Our patient's clinical course largely parallels that of other patients described in the literature. Mucositis and tenderness of plaques appeared between 3 and 7 days after exposure and maximal depression in leukocytes and platelets occurred approximately 1 week after administration [7, 9].

Interestingly, the patient's existing psoriasis plaques underwent a distinct change in morphology, all developing violaceous necrotic eschars prior to the onset of myelosuppression. This finding has rarely been reported and suggests that methotrexate toxicity can present initially as necrosis in existing psoriasis plaques, and may serve as an additional diagnostic clue of impending methotrexate toxicity.

Previous reports in the literature have described episodes of skin ulceration in patients who have recently started methotrexate or patients on chronic therapy who experience a dose escalation [5, 6, 7, 10]. Our patient gave a history of having only 1 other treatment with methotrexate two months prior to admission. He received his second dose 7 days before admission. Although, cutaneous ulceration has been seen at standard doses of methotrexate, in contrast to previous reports, our patient received a supratherapeutic dose of methotrexate prior to necrotic ulceration. Risk factors for cutaneous erosion include older age, concomitant usage of NSAIDS, and renal dysfunction [5, 10, 11].

Although our patient specifically denied concomitant use of trimethoprim/sulfamethoxazole, we later learned of its usage in the week prior to admission. Sulfonamides can cause significant and often deadly interactions with methotrexate. Sulfonamides interfere with the renal excretion of methotrexate and cause displacement of methotrexate from plasma proteins leading to increased serum levels. In addition, trimethoprim/sulfamethoxazole has an additive or synergistic toxicity with methotrexate [2]. Thus, the combination of the two drugs likely contributed to methotrexate toxicity in our patient.

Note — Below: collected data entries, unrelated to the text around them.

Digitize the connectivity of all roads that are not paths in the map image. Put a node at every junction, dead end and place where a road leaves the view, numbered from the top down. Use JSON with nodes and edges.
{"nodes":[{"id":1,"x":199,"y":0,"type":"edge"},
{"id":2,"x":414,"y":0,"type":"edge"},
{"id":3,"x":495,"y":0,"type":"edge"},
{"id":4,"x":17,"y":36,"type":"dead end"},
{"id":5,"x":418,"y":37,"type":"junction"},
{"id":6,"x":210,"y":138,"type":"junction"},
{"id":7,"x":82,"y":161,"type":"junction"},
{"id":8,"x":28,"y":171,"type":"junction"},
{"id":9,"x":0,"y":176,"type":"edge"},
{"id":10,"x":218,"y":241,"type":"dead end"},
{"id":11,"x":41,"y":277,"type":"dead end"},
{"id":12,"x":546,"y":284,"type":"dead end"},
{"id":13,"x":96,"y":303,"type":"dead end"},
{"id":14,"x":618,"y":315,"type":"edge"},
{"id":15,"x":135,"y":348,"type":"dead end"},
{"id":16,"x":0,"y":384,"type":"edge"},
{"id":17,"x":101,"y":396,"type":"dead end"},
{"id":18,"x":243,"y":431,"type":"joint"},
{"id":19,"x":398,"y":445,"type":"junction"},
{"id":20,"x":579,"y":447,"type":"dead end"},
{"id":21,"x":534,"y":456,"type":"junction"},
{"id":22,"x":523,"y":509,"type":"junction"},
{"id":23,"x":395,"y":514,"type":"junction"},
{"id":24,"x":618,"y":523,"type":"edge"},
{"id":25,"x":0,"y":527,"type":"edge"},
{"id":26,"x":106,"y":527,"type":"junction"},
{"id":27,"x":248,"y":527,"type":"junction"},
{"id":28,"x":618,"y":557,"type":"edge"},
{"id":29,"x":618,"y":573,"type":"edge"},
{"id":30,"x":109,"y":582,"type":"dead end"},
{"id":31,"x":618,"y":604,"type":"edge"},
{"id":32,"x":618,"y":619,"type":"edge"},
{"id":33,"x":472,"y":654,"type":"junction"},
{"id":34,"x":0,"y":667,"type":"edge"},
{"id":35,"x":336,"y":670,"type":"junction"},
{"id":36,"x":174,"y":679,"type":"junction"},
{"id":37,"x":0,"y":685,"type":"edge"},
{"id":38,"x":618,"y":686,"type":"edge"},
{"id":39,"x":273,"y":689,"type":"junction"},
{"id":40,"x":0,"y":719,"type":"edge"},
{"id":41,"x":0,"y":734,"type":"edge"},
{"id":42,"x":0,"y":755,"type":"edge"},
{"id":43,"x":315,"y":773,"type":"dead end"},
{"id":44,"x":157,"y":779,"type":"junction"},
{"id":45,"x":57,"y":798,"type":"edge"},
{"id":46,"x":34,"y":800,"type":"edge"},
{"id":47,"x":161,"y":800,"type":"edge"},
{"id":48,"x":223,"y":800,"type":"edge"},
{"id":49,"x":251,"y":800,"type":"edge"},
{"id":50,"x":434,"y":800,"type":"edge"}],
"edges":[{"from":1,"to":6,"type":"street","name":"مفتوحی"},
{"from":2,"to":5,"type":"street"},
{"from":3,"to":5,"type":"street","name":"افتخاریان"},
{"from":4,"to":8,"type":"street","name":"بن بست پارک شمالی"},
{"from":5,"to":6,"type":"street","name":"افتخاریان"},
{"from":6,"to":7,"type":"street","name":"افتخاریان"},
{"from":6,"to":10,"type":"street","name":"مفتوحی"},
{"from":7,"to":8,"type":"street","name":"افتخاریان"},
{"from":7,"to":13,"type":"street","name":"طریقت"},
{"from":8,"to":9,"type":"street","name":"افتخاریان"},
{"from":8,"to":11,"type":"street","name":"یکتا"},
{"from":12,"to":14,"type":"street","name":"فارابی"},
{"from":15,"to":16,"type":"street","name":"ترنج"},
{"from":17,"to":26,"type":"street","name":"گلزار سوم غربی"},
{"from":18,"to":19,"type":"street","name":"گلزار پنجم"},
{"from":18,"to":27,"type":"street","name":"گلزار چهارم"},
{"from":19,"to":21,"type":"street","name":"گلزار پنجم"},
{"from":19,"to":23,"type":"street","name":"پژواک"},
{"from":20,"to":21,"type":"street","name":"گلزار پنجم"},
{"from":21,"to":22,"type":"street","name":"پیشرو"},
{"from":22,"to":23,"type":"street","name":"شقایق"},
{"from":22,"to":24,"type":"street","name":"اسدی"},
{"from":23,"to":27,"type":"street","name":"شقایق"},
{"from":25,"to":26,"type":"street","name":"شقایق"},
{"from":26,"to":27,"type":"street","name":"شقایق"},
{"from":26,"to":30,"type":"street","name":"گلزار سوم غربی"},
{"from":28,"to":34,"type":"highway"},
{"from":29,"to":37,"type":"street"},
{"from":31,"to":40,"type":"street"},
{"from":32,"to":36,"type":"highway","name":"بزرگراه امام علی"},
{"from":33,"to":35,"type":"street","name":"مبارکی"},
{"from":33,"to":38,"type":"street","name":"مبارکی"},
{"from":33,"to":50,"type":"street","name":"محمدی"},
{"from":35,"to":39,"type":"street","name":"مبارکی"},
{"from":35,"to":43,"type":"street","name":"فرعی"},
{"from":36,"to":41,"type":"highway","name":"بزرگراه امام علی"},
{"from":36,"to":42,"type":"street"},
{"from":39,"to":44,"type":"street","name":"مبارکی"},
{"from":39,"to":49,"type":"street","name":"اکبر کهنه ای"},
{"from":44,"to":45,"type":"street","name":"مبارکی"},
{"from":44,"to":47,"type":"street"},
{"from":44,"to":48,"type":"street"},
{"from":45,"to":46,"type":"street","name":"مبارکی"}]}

Treatment of cutaneous erosions is mostly supportive because cutaneous erosions tend to heal quickly within 1 to 2 weeks of stopping or decreasing the dose of methotrexate [5, 7]. Evidence of significant myelosuppression should prompt immediate treatment with leucovorin, a functional folate co-enzyme that bypasses the inhibition of DHFR [1, 2]. Supportive treatment with intravenous hydration, urine alkalinization with sodium bicarbonate, and high dose leucovorin are effective in the management of acute toxicity [11]. Unfortunately, as occurred in our patient, if leucovorin is not administered within 24 hours of the methotrexate dose toxicity can be irreversible [12].

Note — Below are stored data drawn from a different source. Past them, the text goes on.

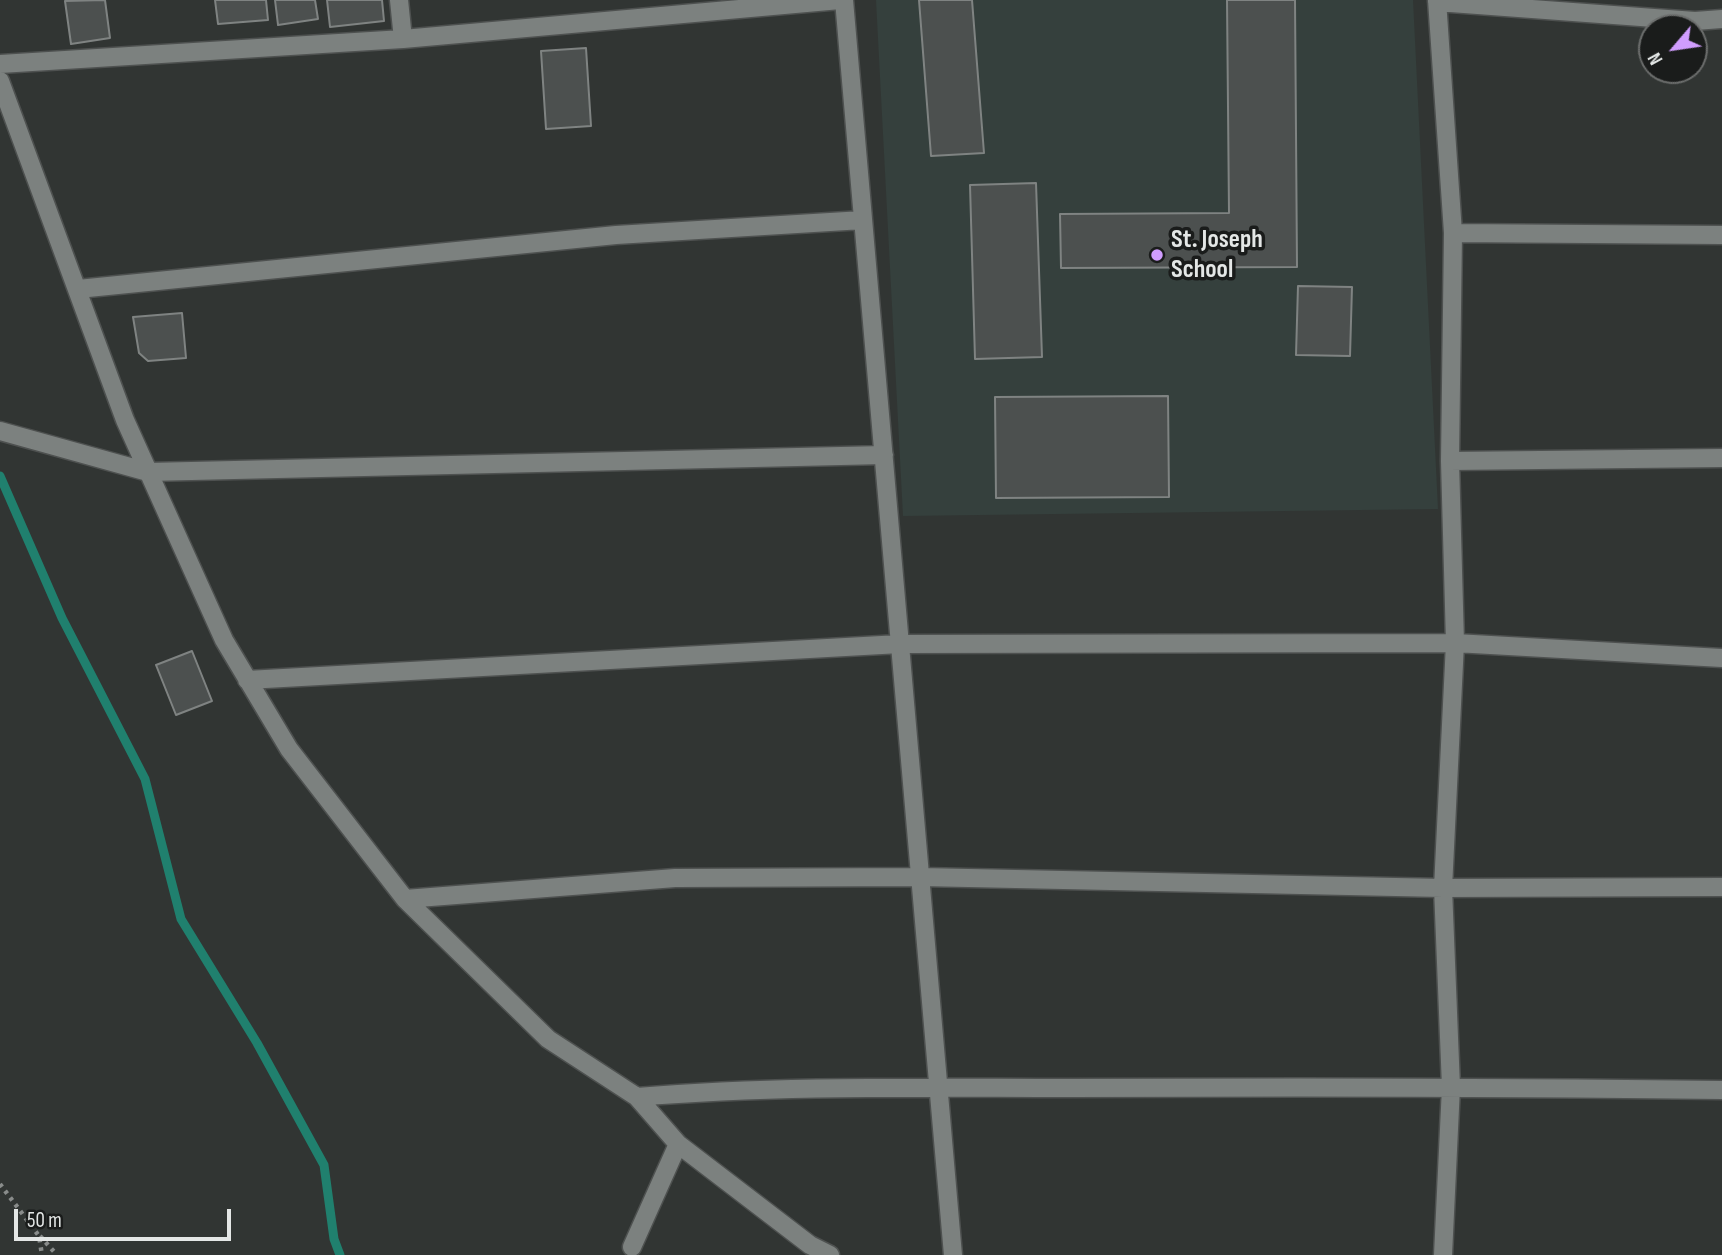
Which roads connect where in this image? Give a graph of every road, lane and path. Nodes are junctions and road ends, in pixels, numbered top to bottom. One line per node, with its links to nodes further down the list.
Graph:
1 (399, 0): 5 (street)
2 (842, 0): 5 (street); 8 (street)
3 (1437, 1): 4 (street); 9 (street)
4 (1722, 19)
5 (403, 39): 6 (street)
6 (0, 64)
7 (0, 81): 11 (street)
8 (863, 219): 11 (street); 13 (street)
9 (1453, 233): 10 (street); 15 (street)
10 (1722, 235)
11 (78, 289): 16 (street)
12 (0, 431): 16 (street)
13 (884, 455): 16 (street); 17 (street)
14 (1722, 458): 15 (street)
15 (1450, 461): 18 (street)
16 (148, 472): 20 (street)
17 (900, 643): 18 (street); 20 (street); 21 (street)
18 (1455, 643): 19 (street); 23 (street)
19 (1722, 658)
20 (247, 680): 24 (street)
21 (921, 877): 23 (street); 24 (street); 26 (street)
22 (1722, 887): 23 (street)
23 (1443, 888): 25 (street)
24 (405, 899): 28 (street)
25 (1451, 1087): 26 (street); 27 (street); 38 (street)
26 (937, 1088): 28 (street); 37 (street)
27 (1722, 1090)
28 (637, 1097): 29 (street)
29 (678, 1144): 32 (street); 33 (street)
30 (0, 1184): 31 (path)
31 (39, 1236): 34 (path); 35 (path)
32 (632, 1247)
33 (810, 1250): 36 (street)
34 (42, 1255)
35 (57, 1255)
36 (830, 1255)
37 (953, 1255)
38 (1443, 1255)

In conclusion, this case illustrates the importance of recognizing clinical signs of methotrexate toxicity and initiating therapy as soon as possible. It is crucial to point out that patients using methotrexate must avoid trimethoprim-sulfamethosoxazole. In our patient, the evidence for methotrexate toxicity included the characteristic finding of mucositis, but also a rare cutaneous reaction of psoriasis plaque necrosis and ulceration.

ACKNOWLEDGEMENT: Special thanks to Dr. Carlo Gavino with his help with the dermatopathology section of this paper.